One part of addressing that is female candidates supporting each other. Monica De La Cruz was one of three Republican women running for South Texas swing districts along the southern border last year.
“We had a support group of women who understood exactly what you were going through at that moment, so it was a very special time,” said De La Cruz, the only one of the three to win.
And increasingly, there’s recognition that a female perspective can be a strength in the eyes of voters.
“I had no political background. I’m a small-business owner, single mom of two teenage children. And people could relate to that,” said De La Cruz, who has been tapped to serve on the RNC’s advisory panel to examine how the party can continue broadening its appeal to women and more diverse voters.
“They saw me at the Friday night football games, and the Saturday morning volleyball games,” she said. “They saw me in parent-teacher conferences at the school. My community saw themselves in me.”
Obstacles remain
The GOP still has a lot of catching up to do. Even with leadership PACs and outside groups committed to boosting women in Republican primaries, the party lacks the firepower of a group like EMILY’s List, which has been helping elect Democratic women who support abortion rights since the mid-1980s.
Some of the outside groups backing GOP women have diverged in primaries, either not engaging in the same races or even backing different women in the same primaries.
To expand institutional support, McDaniel pointed to the example of programs such as League of Our Own, a campaign program she worked with in her home state of Michigan that has focused on training female candidates.
“We talked about things like, ‘How do you raise money? How do you pick a campaign manager?’” McDaniel said. “You’d see these women who were graduates, going on to be state reps or state senators.
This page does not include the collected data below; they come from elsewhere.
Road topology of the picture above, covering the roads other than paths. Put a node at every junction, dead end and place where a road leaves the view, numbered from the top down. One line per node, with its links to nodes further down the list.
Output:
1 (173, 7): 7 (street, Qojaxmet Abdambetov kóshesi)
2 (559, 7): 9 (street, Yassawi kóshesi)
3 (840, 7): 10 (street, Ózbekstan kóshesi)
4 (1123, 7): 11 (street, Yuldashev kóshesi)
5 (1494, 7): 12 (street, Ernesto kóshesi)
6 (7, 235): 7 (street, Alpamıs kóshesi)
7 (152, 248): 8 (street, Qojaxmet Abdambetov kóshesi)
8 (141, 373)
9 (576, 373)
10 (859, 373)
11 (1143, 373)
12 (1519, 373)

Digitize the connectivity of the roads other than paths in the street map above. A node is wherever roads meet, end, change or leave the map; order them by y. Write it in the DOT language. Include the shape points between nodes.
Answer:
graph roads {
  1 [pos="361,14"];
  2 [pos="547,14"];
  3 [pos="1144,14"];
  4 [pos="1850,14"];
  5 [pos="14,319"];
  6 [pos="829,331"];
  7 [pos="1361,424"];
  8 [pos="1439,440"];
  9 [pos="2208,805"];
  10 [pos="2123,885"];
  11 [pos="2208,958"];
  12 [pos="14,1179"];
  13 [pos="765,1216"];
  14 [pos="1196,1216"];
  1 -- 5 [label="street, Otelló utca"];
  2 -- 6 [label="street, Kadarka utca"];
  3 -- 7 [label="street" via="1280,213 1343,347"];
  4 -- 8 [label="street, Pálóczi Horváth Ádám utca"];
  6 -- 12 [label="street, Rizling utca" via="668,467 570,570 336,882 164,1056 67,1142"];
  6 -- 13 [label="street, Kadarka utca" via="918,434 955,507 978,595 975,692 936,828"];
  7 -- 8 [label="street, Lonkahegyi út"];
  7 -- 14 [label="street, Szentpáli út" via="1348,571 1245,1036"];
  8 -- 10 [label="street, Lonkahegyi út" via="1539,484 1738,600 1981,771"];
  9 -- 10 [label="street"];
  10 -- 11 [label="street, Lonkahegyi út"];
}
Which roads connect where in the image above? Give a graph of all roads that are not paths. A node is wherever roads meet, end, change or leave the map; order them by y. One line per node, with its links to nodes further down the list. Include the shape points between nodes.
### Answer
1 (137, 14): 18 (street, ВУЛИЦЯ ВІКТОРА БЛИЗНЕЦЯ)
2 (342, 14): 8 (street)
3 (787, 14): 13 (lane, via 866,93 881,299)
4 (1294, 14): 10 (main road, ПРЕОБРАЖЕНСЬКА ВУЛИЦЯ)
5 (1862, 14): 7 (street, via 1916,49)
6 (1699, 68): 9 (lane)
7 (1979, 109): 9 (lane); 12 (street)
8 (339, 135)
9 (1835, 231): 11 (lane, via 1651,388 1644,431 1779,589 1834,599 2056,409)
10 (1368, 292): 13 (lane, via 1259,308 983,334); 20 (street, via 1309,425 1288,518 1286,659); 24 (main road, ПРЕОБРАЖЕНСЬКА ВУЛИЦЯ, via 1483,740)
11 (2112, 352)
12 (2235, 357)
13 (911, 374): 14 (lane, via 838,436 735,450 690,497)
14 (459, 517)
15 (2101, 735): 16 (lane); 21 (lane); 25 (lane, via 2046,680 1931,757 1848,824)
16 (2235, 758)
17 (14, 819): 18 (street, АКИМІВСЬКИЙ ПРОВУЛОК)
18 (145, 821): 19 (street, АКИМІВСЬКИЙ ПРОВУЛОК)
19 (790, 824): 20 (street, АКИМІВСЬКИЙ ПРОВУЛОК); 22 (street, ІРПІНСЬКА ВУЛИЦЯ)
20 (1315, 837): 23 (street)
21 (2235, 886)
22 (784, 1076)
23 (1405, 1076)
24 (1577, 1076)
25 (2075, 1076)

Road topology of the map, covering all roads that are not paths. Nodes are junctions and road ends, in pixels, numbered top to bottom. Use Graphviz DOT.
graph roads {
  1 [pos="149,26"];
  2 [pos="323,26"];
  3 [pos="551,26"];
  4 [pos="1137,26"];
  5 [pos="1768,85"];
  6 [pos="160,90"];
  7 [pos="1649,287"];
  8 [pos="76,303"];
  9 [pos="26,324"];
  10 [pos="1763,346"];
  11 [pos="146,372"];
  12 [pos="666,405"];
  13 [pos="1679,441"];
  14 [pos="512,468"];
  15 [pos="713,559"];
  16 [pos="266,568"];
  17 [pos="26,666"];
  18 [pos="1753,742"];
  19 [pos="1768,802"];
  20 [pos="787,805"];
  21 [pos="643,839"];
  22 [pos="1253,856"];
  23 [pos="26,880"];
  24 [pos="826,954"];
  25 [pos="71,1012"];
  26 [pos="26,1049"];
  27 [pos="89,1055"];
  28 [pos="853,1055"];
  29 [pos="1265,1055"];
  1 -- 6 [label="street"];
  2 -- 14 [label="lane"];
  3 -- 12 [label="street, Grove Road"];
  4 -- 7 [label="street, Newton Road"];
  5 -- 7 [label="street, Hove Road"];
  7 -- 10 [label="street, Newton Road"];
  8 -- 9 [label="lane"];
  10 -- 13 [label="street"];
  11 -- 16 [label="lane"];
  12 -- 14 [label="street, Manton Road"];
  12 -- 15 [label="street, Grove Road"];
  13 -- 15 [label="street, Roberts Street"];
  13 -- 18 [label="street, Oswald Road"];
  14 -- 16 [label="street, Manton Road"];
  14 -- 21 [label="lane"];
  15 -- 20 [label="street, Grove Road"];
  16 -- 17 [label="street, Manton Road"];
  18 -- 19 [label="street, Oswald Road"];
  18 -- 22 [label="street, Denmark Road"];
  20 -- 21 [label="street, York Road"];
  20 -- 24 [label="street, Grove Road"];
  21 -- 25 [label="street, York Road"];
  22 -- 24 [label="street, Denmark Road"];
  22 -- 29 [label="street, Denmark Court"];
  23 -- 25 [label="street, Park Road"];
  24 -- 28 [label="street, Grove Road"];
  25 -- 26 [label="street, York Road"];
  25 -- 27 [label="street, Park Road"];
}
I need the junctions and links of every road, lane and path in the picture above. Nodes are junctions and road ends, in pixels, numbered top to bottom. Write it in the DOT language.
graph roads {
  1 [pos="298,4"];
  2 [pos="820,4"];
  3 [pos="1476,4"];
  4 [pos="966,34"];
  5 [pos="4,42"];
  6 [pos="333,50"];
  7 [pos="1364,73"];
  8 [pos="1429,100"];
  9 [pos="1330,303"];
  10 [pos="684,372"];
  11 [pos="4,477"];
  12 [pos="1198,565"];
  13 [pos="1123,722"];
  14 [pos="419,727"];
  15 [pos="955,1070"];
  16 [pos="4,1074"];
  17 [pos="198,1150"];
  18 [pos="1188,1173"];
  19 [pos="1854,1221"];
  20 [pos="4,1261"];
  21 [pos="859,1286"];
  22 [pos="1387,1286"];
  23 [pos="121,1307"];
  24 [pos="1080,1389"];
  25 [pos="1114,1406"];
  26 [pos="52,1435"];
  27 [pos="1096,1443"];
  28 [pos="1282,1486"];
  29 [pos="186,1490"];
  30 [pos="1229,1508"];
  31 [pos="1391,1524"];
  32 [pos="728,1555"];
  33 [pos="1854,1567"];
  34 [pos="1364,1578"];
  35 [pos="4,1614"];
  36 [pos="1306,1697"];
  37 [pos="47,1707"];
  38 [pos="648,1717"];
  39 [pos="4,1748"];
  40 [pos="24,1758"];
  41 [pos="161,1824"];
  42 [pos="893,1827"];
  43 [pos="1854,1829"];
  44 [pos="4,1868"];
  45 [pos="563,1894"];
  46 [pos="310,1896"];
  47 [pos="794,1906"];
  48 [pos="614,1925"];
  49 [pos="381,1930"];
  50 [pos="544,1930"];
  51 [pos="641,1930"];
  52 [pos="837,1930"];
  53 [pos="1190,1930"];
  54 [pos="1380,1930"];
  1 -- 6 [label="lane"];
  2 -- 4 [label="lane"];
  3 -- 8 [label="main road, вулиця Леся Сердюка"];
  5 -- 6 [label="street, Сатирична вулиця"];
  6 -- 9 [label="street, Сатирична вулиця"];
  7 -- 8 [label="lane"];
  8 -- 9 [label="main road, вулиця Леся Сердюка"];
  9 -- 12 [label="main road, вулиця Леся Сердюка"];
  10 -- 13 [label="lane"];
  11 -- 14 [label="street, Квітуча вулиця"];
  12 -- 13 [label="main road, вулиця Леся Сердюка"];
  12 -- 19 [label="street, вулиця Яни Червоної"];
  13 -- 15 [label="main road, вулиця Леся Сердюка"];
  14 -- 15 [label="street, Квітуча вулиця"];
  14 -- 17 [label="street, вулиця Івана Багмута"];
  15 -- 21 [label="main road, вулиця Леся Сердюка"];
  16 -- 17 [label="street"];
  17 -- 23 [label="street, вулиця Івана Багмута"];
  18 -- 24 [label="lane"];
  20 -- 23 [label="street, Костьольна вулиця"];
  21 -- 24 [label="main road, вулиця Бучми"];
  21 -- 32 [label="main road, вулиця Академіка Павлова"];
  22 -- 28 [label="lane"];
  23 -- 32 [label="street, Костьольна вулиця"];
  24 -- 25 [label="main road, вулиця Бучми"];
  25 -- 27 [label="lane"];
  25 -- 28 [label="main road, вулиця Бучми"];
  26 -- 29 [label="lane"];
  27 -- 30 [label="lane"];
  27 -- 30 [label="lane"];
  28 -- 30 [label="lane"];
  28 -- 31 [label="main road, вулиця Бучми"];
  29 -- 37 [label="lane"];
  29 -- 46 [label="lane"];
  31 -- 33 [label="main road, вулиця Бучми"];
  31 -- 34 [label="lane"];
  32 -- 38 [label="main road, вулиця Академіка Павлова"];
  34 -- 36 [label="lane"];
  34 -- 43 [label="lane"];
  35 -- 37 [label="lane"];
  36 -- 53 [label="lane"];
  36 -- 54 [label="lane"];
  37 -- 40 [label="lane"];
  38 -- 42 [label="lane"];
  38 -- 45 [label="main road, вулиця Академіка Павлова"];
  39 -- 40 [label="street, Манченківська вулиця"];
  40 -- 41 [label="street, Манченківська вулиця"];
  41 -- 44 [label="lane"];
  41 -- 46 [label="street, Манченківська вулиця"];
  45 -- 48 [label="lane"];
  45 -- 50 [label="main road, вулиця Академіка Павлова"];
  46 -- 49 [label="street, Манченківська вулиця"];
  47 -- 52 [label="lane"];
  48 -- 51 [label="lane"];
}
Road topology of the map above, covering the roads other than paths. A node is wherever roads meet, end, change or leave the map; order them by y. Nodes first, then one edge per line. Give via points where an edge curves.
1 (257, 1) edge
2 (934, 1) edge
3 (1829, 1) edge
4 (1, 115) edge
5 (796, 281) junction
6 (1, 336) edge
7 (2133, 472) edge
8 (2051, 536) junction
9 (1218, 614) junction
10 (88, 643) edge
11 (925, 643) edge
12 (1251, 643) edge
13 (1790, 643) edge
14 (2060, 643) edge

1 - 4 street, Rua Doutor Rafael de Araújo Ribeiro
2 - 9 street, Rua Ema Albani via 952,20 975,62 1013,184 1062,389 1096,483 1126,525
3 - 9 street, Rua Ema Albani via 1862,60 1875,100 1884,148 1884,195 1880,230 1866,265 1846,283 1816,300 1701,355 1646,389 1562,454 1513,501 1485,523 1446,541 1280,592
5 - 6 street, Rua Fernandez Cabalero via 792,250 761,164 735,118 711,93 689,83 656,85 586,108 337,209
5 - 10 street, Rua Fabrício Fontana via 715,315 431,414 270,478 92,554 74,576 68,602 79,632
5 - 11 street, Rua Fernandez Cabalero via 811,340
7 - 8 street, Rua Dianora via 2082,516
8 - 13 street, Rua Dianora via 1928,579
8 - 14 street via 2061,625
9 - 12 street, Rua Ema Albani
It’s really, really impactful to see how even just that little bit of campaign school and that little bit of help can go a long way in bringing women into the conversation.”
Chavez-DeRemer said the party must “keep reaching out” and “make sure that all women are running at a local level.”
Stefanik echoed that sentiment, pointing to a robust state and local pipeline as a lynchpin to deepening the bench of Republican women in Congress in the years ahead.
“It’s a long-term strategy,” she said.